■ **Exercise materials**:
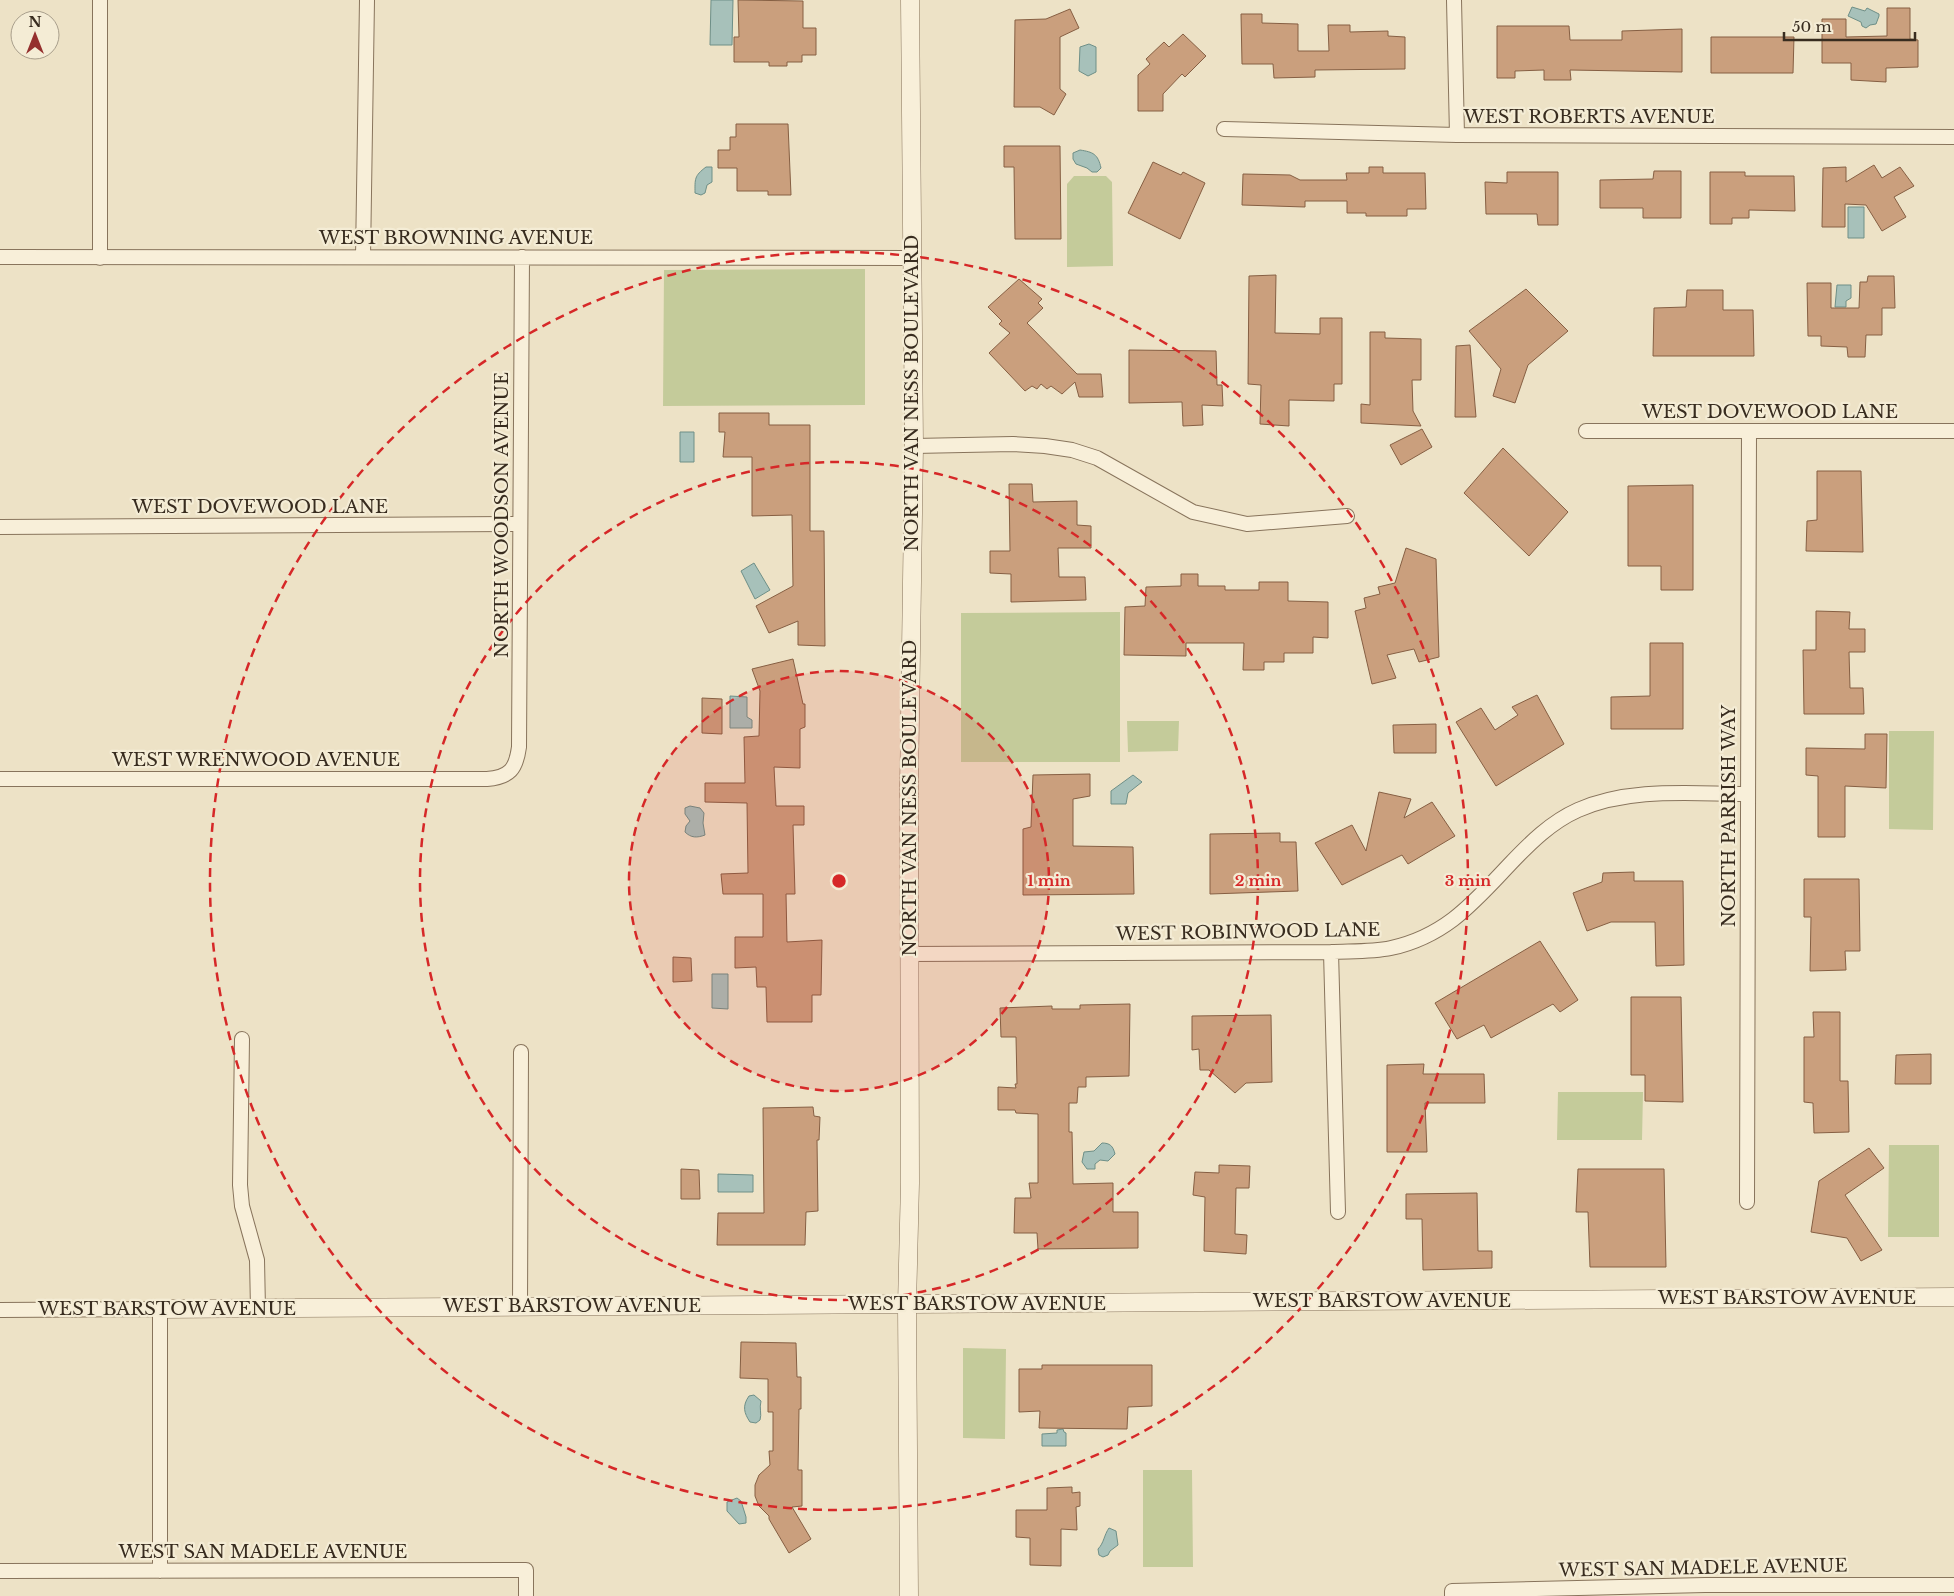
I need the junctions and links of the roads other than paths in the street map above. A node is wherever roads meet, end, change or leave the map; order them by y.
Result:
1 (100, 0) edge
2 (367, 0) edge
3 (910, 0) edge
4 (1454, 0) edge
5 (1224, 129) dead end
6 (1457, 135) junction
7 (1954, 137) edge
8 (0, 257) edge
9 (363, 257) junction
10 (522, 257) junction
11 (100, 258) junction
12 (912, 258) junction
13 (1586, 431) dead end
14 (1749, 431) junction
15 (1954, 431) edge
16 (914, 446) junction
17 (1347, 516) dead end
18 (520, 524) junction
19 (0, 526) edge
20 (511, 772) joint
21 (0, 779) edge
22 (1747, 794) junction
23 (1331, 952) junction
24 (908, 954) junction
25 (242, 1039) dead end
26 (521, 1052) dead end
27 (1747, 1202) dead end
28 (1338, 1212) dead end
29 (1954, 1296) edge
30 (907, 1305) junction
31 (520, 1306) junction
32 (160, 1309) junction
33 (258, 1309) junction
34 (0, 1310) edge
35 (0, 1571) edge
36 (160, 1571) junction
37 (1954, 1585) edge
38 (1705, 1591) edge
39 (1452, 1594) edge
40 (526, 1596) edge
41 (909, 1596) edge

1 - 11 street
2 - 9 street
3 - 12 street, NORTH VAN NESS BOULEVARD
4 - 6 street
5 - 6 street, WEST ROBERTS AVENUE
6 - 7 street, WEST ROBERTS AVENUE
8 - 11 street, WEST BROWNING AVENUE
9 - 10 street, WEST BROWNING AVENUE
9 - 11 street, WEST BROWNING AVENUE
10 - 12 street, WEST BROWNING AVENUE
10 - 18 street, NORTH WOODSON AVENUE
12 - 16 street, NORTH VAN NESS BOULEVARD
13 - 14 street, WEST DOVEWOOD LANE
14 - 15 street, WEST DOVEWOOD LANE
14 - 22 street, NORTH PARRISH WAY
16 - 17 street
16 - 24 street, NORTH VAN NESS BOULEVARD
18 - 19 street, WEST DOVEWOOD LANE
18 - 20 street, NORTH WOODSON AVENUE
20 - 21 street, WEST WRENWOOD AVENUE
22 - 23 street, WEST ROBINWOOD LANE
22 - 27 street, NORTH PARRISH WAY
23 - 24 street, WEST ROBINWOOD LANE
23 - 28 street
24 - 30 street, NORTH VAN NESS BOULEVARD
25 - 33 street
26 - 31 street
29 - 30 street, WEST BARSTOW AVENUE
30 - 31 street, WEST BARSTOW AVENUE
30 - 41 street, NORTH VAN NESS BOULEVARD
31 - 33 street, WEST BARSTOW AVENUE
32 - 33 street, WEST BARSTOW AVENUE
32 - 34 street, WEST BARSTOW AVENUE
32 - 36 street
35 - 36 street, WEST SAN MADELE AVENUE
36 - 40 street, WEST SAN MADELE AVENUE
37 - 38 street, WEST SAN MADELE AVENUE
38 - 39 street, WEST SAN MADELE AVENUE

■ **What to do**: The lines holding the string "NORTH" are what is needed from the material above.

■ **Completed exercise**:
3 - 12 street, NORTH VAN NESS BOULEVARD
10 - 18 street, NORTH WOODSON AVENUE
12 - 16 street, NORTH VAN NESS BOULEVARD
14 - 22 street, NORTH PARRISH WAY
16 - 24 street, NORTH VAN NESS BOULEVARD
18 - 20 street, NORTH WOODSON AVENUE
22 - 27 street, NORTH PARRISH WAY
24 - 30 street, NORTH VAN NESS BOULEVARD
30 - 41 street, NORTH VAN NESS BOULEVARD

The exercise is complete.